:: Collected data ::
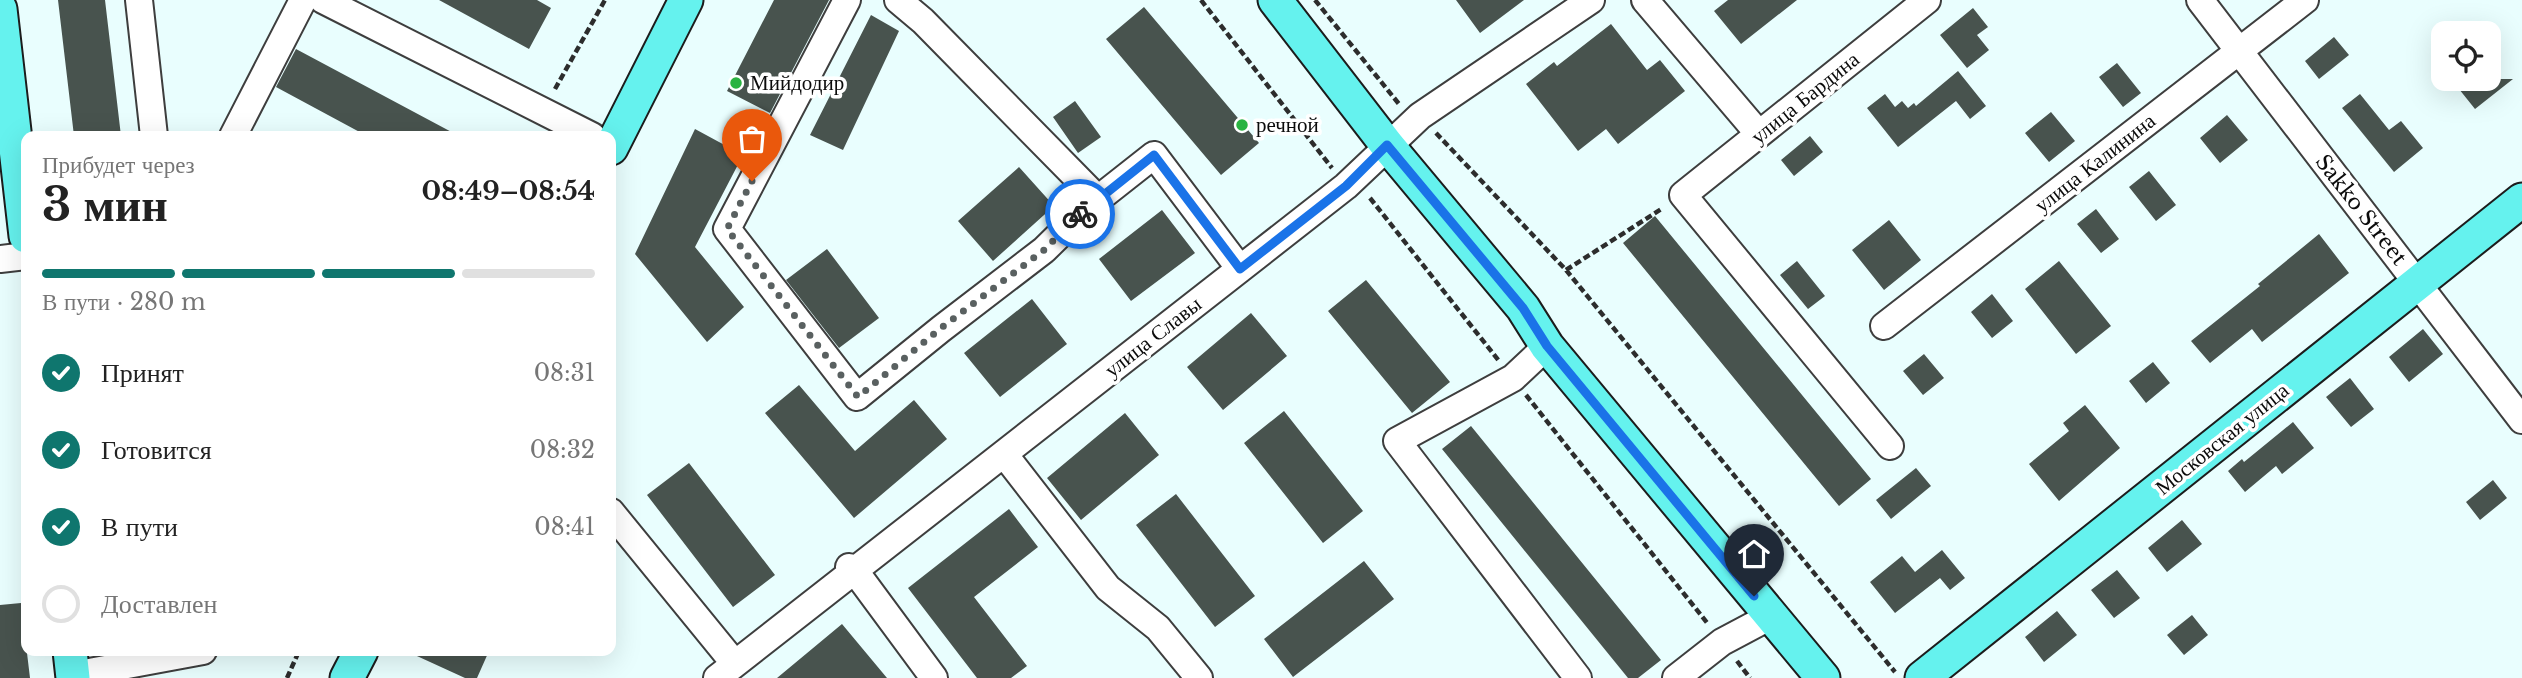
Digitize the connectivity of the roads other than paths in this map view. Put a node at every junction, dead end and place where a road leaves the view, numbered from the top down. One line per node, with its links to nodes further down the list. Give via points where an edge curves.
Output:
1 (139, 0): 15 (street)
2 (303, 0): 16 (street)
3 (323, 0): 17 (street)
4 (686, 0): 18 (main road)
5 (847, 0): 23 (street, via 727,229 858,397 1044,250)
6 (898, 0): 23 (street, via 1097,198)
7 (1275, 0): 20 (main road)
8 (1591, 0): 20 (street, улица Славы, via 1420,116)
9 (1646, 0): 19 (street)
10 (1927, 0): 19 (street, улица Бардина)
11 (2200, 0): 14 (street, Sakko Street)
12 (2305, 0): 14 (street, улица Калинина)
13 (0, 9): 21 (main road)
14 (2239, 51): 27 (street, Sakko Street); 28 (street, улица Калинина)
15 (153, 131)
16 (236, 131)
17 (579, 131)
18 (613, 131)
19 (1759, 134): 31 (street, улица Бардина, via 1684,195)
20 (1387, 145): 26 (street, улица Славы, via 1346,186); 29 (main road, via 1523,308)
21 (21, 192)
22 (2522, 200): 27 (main road, Московская улица)
23 (1088, 207): 26 (street, via 1154,155)
24 (21, 257): 25 (street)
25 (0, 259)
26 (1240, 269): 32 (street, улица Славы)
27 (2417, 284): 30 (street, Sakko Street); 46 (main road, Московская улица)
28 (1884, 326)
29 (1547, 346): 35 (main road); 43 (street, via 1513,378 1397,441)
30 (2522, 420)
31 (1889, 446)
32 (1004, 454): 34 (street, улица Славы); 42 (street, via 1108,587 1158,628)
33 (616, 519): 39 (street)
34 (852, 569): 39 (street, улица Славы); 41 (street)
35 (1771, 616): 44 (street, via 1722,642); 45 (main road)
36 (164, 656): 38 (street)
37 (358, 656): 40 (main road)
38 (72, 668)
39 (726, 671)
40 (347, 678)
41 (934, 678)
42 (1199, 678)
43 (1578, 678)
44 (1676, 678)
45 (1823, 678)
46 (1922, 678)

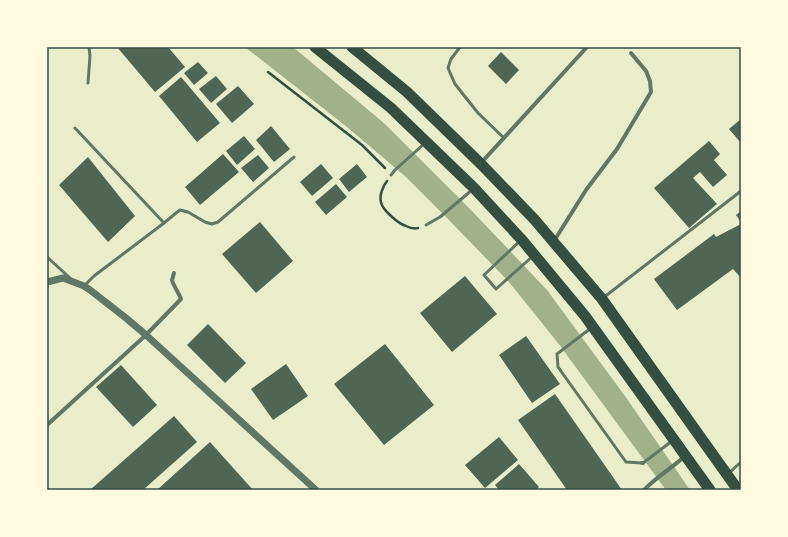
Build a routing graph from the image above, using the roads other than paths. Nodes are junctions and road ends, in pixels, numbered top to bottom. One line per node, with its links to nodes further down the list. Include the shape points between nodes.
1 (90, 47): 7 (lane)
2 (314, 47): 10 (highway, via 391,108)
3 (352, 47): 12 (highway, via 408,92)
4 (460, 47): 9 (lane, via 448,68 455,84 478,113)
5 (587, 47): 9 (street)
6 (631, 53): 19 (street, via 646,71 651,92 617,149 586,190)
7 (88, 83)
8 (75, 128): 16 (lane)
9 (504, 138): 12 (street)
10 (426, 142): 13 (lane); 14 (highway)
11 (294, 157): 16 (lane, via 218,222 205,222 180,210)
12 (481, 164): 19 (highway)
13 (391, 175)
14 (474, 188): 17 (lane, via 440,217); 18 (highway)
15 (741, 191): 26 (lane)
16 (164, 223): 25 (lane)
17 (426, 225)
18 (519, 242): 21 (highway); 21 (lane, via 484,275 496,289)
19 (553, 242): 26 (highway)
20 (47, 257): 24 (lane)
21 (532, 257): 27 (highway, via 585,316)
22 (174, 274): 28 (street, via 172,280 181,300)
23 (47, 282): 24 (street, via 63,278)
24 (74, 282): 25 (street)
25 (84, 286): 28 (street)
26 (602, 299): 33 (highway)
27 (591, 328): 30 (highway); 30 (lane, via 556,354 558,367 612,443 626,462 642,463)
28 (146, 335): 29 (street); 34 (street)
29 (47, 425)
30 (673, 440): 31 (highway)
31 (686, 456): 35 (street); 36 (highway)
32 (741, 462): 33 (lane)
33 (726, 475): 37 (highway)
34 (316, 490)
35 (644, 490)
36 (710, 490)
37 (738, 490)

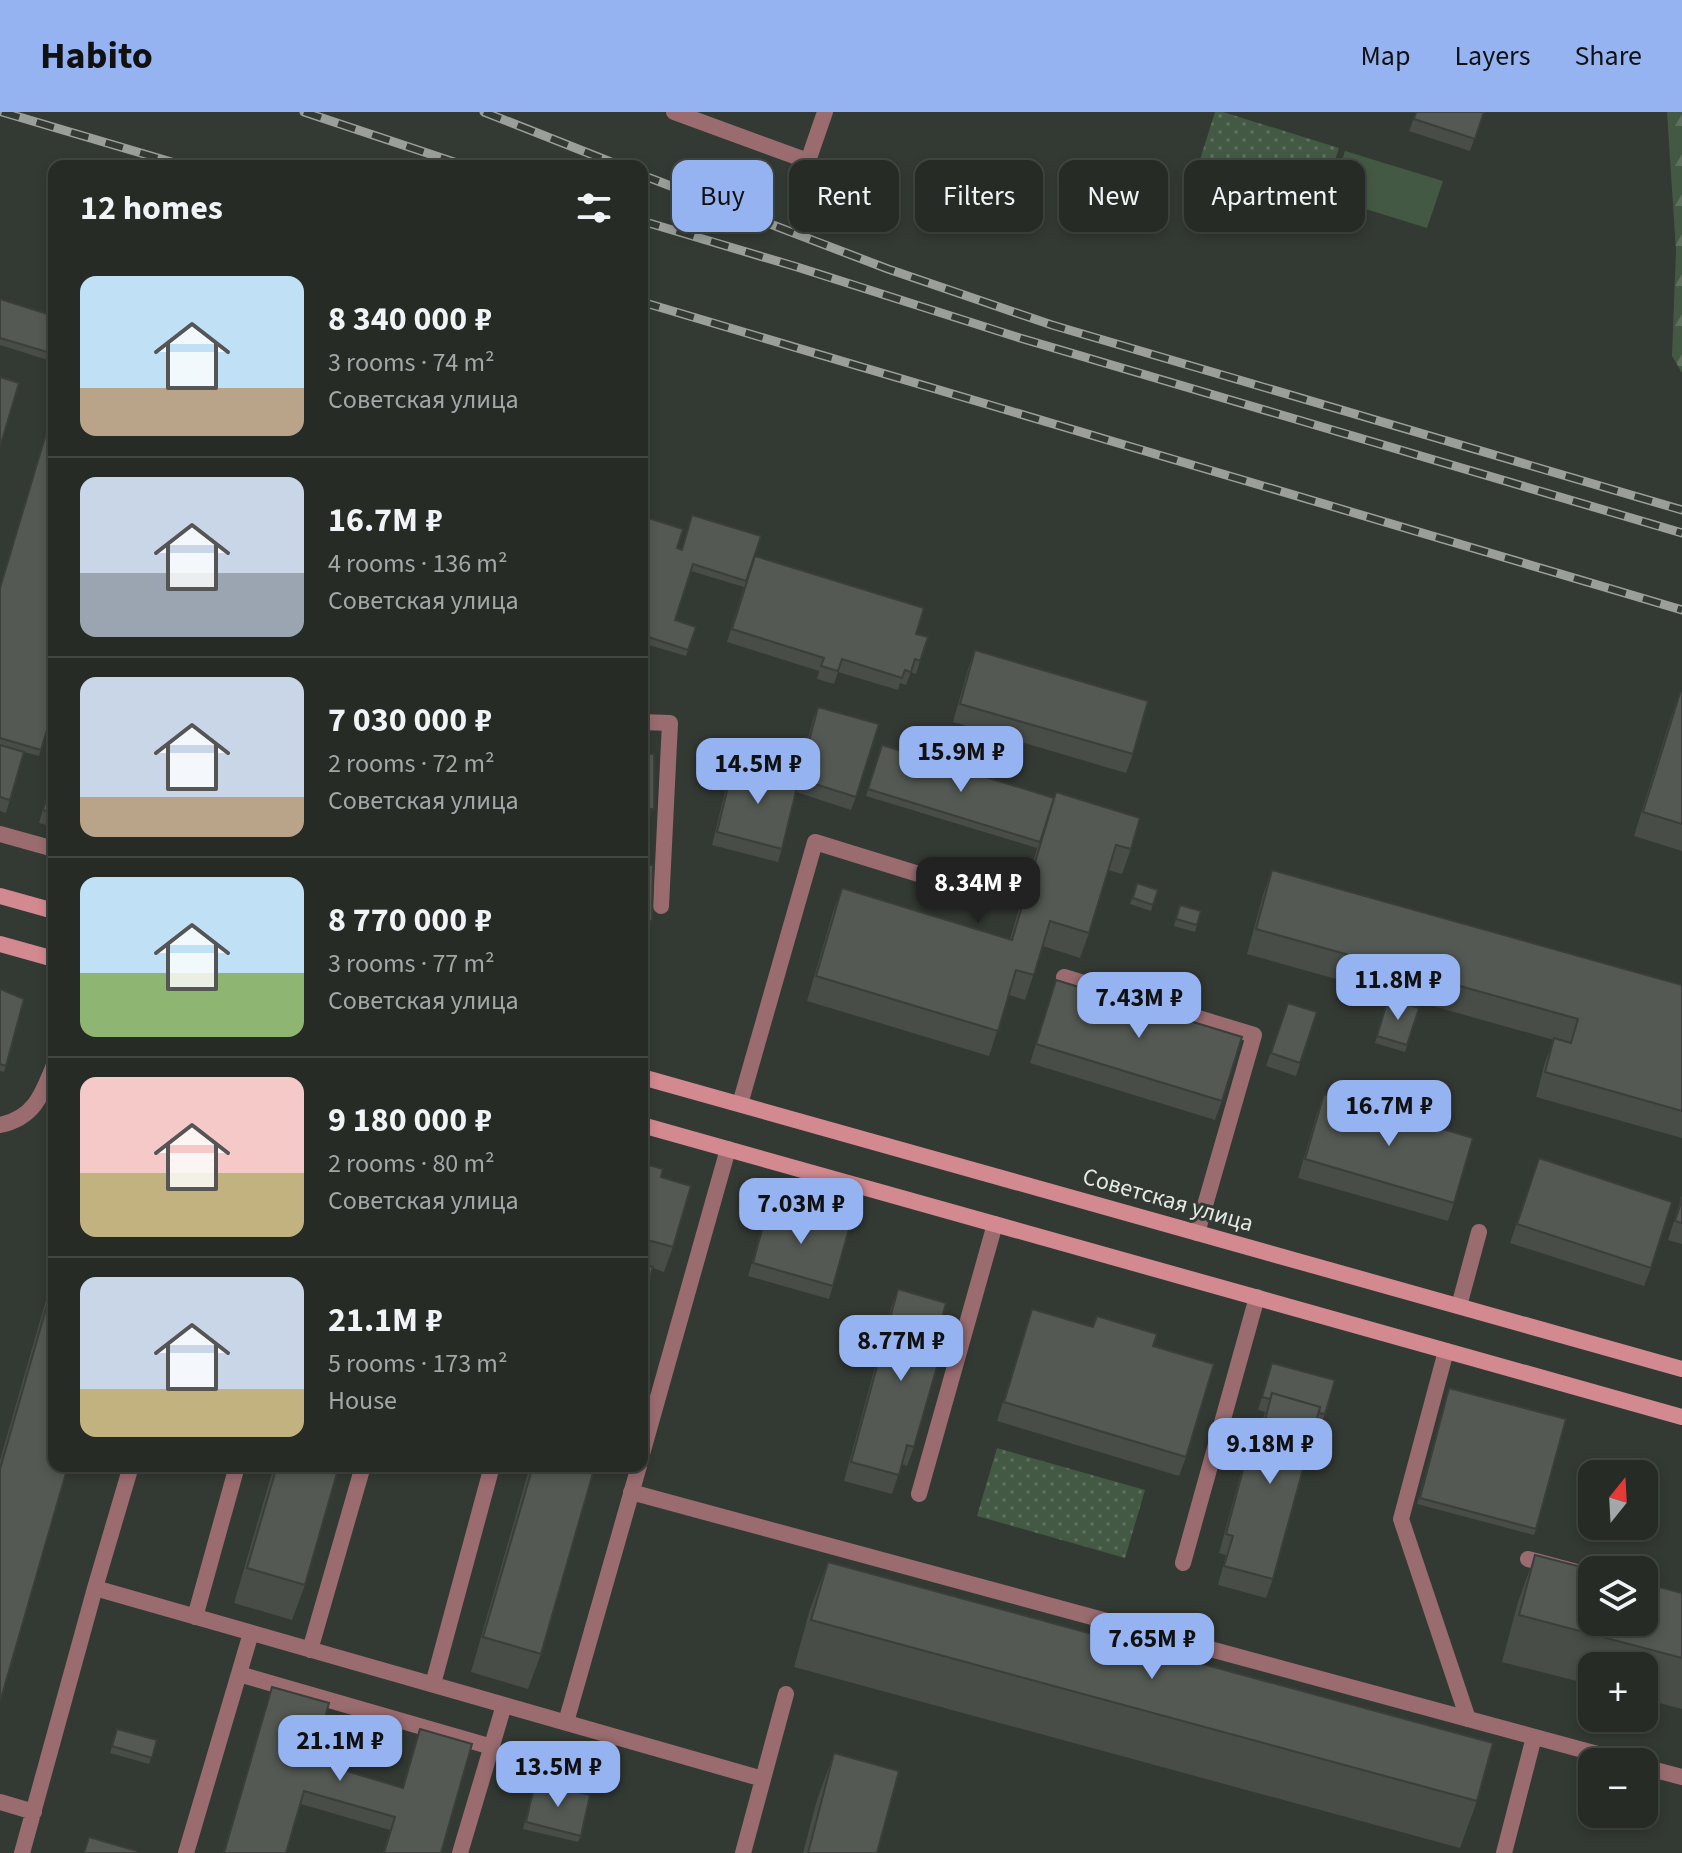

:: ASSIGNED TASK ::
Transcribe every record above exactly, leaving out the pictures.

:: RESPONSE TO THIS TASK ::
Digitize the connectivity of the roads other than paths in this map view. Put a node at every junction, dead end and place where a road leaves the view, numbered from the top down. One line per node, with its links to nodes further down the list. Give via points where an edge curves.
Output:
1 (139, 0): 15 (street)
2 (303, 0): 16 (street)
3 (323, 0): 17 (street)
4 (686, 0): 18 (main road)
5 (847, 0): 23 (street, via 727,229 858,397 1044,250)
6 (898, 0): 23 (street, via 1097,198)
7 (1275, 0): 20 (main road)
8 (1591, 0): 20 (street, улица Славы, via 1420,116)
9 (1646, 0): 19 (street)
10 (1927, 0): 19 (street, улица Бардина)
11 (2200, 0): 14 (street, Sakko Street)
12 (2305, 0): 14 (street, улица Калинина)
13 (0, 9): 21 (main road)
14 (2239, 51): 27 (street, Sakko Street); 28 (street, улица Калинина)
15 (153, 131)
16 (236, 131)
17 (579, 131)
18 (613, 131)
19 (1759, 134): 31 (street, улица Бардина, via 1684,195)
20 (1387, 145): 26 (street, улица Славы, via 1346,186); 29 (main road, via 1523,308)
21 (21, 192)
22 (2522, 200): 27 (main road, Московская улица)
23 (1088, 207): 26 (street, via 1154,155)
24 (21, 257): 25 (street)
25 (0, 259)
26 (1240, 269): 32 (street, улица Славы)
27 (2417, 284): 30 (street, Sakko Street); 46 (main road, Московская улица)
28 (1884, 326)
29 (1547, 346): 35 (main road); 43 (street, via 1513,378 1397,441)
30 (2522, 420)
31 (1889, 446)
32 (1004, 454): 34 (street, улица Славы); 42 (street, via 1108,587 1158,628)
33 (616, 519): 39 (street)
34 (852, 569): 39 (street, улица Славы); 41 (street)
35 (1771, 616): 44 (street, via 1722,642); 45 (main road)
36 (164, 656): 38 (street)
37 (358, 656): 40 (main road)
38 (72, 668)
39 (726, 671)
40 (347, 678)
41 (934, 678)
42 (1199, 678)
43 (1578, 678)
44 (1676, 678)
45 (1823, 678)
46 (1922, 678)

Build a routing graph from the image above, using the roads other than paths. Nodes are junctions and road ends, in pixels, numbered top to bottom. One line per node, with its links to nodes further down the list. Include the shape points between nodes.
1 (90, 47): 7 (lane)
2 (314, 47): 10 (highway, via 391,108)
3 (352, 47): 12 (highway, via 408,92)
4 (460, 47): 9 (lane, via 448,68 455,84 478,113)
5 (587, 47): 9 (street)
6 (631, 53): 19 (street, via 646,71 651,92 617,149 586,190)
7 (88, 83)
8 (75, 128): 16 (lane)
9 (504, 138): 12 (street)
10 (426, 142): 13 (lane); 14 (highway)
11 (294, 157): 16 (lane, via 218,222 205,222 180,210)
12 (481, 164): 19 (highway)
13 (391, 175)
14 (474, 188): 17 (lane, via 440,217); 18 (highway)
15 (741, 191): 26 (lane)
16 (164, 223): 25 (lane)
17 (426, 225)
18 (519, 242): 21 (highway); 21 (lane, via 484,275 496,289)
19 (553, 242): 26 (highway)
20 (47, 257): 24 (lane)
21 (532, 257): 27 (highway, via 585,316)
22 (174, 274): 28 (street, via 172,280 181,300)
23 (47, 282): 24 (street, via 63,278)
24 (74, 282): 25 (street)
25 (84, 286): 28 (street)
26 (602, 299): 33 (highway)
27 (591, 328): 30 (highway); 30 (lane, via 556,354 558,367 612,443 626,462 642,463)
28 (146, 335): 29 (street); 34 (street)
29 (47, 425)
30 (673, 440): 31 (highway)
31 (686, 456): 35 (street); 36 (highway)
32 (741, 462): 33 (lane)
33 (726, 475): 37 (highway)
34 (316, 490)
35 (644, 490)
36 (710, 490)
37 (738, 490)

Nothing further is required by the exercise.